People facing serious harm when government agencies lose of their personal data are set to get added protections in NSW.

The Perrottet government says NSW will become the first state or territory to have a mandatory notification scheme for its government agencies, forcing agency heads to escalate matters to the privacy commissioner.

If passed this month, agencies will have to keep logs of serious breaches, make reasonable attempts to mitigate the harm done by a data breach and alert affected people.

If alerting all affected people is not reasonably practicable, agency bosses will have to place a notice on its website for 12 months.

Attorney-General Mark Speakman said every day people offered their personal information to government agencies in a "significant undertaking of trust".

"In return, the government has a responsibility to effectively and proactively protect and respect that personal information," he said.

Customer Service Minister Victor Dominello said the state government had invested $315 million to bolster cyber systems and launched ID Support NSW to help those impacted by identity theft.

"The bill will provide greater certainty for the public and government agencies regarding personal information and the steps required if a data breach occurs," he said.

"A mandatory notification scheme also ensures that the ability for an affected citizen to take their own protective action is a primary consideration in any data breach response."

Labor Leader Chris Minns said he hadn't yet studied the legislation "but it seems like a common sense measure".

"Obviously we need to let customers and taxpayers of the state know that there is a data breach and legislation has to keep pace with evolving technologies and the threats to that technology," he said.

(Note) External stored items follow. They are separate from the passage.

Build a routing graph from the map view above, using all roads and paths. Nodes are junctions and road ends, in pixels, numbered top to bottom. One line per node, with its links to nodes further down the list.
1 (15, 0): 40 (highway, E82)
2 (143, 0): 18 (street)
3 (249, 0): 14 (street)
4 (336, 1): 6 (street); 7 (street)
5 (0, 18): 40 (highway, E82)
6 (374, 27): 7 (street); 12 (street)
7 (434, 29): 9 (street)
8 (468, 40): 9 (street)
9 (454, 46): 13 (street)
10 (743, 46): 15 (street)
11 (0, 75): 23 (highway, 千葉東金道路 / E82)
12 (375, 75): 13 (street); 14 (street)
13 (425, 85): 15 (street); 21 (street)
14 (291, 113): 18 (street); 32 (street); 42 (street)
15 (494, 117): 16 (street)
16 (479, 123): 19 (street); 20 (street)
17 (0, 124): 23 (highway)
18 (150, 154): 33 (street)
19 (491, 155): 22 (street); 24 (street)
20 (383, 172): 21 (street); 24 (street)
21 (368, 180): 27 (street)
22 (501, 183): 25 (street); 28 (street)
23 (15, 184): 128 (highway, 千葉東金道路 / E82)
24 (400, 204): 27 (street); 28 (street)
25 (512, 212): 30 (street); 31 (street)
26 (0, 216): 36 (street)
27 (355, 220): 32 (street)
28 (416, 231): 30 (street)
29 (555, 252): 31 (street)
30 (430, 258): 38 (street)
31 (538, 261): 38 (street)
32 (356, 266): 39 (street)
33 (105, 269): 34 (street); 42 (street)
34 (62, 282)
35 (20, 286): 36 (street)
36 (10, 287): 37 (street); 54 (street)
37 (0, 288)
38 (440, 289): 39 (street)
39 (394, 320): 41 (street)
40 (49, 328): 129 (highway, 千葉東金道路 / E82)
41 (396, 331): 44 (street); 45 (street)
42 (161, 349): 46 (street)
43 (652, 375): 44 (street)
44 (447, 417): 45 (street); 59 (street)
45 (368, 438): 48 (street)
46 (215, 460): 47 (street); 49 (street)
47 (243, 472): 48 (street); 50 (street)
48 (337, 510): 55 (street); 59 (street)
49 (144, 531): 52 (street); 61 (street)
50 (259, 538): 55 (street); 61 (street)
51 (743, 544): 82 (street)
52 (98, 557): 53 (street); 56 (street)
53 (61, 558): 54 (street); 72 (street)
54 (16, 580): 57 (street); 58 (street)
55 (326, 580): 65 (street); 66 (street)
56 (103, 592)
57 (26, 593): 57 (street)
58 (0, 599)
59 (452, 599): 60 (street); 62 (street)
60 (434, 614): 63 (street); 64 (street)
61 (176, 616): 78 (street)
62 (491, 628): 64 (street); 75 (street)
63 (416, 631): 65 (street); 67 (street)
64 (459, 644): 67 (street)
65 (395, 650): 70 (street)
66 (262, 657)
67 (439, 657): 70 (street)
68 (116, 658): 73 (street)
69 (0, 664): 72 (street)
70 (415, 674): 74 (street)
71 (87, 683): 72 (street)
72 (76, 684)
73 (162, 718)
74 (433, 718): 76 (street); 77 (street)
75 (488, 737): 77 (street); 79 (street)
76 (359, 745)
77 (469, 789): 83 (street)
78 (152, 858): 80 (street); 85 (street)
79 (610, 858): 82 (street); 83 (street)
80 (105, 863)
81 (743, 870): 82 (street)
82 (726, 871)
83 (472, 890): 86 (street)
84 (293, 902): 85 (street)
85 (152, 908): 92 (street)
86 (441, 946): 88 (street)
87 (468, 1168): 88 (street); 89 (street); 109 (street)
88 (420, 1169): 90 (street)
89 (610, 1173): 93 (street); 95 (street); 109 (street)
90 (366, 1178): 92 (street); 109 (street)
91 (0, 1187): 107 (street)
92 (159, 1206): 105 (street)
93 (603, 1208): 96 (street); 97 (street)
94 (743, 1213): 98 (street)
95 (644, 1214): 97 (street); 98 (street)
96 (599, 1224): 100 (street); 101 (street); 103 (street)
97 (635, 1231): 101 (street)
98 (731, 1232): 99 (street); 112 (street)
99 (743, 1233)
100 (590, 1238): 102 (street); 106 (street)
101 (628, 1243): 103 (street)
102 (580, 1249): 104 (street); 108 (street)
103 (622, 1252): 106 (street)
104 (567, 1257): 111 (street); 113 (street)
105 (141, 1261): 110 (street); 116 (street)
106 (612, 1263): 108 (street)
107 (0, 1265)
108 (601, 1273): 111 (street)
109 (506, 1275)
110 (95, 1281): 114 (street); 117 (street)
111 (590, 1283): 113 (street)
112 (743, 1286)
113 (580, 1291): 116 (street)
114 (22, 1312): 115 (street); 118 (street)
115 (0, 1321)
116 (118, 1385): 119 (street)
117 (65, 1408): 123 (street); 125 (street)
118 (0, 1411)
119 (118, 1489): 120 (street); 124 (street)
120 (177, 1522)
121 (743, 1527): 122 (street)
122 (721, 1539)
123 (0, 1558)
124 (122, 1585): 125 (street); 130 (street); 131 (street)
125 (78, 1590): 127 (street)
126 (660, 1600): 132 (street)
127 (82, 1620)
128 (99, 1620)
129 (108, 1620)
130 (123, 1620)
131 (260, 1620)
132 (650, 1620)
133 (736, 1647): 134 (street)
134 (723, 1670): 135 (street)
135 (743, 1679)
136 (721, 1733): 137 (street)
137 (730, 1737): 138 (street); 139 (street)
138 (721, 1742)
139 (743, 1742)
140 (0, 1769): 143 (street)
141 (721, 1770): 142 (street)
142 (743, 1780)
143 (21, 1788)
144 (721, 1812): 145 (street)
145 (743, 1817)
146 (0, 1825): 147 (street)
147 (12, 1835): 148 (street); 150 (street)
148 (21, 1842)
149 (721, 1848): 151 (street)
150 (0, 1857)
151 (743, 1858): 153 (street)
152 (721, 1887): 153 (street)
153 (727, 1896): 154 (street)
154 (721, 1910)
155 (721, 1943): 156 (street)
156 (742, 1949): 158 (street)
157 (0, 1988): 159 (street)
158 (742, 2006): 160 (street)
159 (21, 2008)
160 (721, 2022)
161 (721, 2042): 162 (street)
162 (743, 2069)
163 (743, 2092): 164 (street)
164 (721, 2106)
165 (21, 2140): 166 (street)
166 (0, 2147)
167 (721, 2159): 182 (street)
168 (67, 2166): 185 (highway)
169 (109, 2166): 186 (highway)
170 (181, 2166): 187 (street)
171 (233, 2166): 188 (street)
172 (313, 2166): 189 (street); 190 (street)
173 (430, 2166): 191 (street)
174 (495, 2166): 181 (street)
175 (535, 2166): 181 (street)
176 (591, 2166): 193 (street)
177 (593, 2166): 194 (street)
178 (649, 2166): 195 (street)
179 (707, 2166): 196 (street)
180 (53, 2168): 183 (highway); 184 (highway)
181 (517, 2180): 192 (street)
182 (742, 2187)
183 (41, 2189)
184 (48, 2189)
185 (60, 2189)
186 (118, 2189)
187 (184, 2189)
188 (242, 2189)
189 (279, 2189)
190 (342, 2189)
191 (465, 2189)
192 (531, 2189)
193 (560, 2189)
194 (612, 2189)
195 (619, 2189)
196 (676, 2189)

Public sector agencies include all departments, local councils, some universities and bodies such as Service NSW, TAFE NSW and State Super.

The Privacy and Personal Information Protection Act 1998 will also be expanded to cover all NSW state-owned corporations not subject to federal privacy laws.

The change comes after data breaches at Optus, Medibank and a host of other companies in recent months.

The lower house of federal parliament on Wednesday passed new laws to hike fines for companies that had serious data breaches to 30 per cent of a company's turnover during the affected period.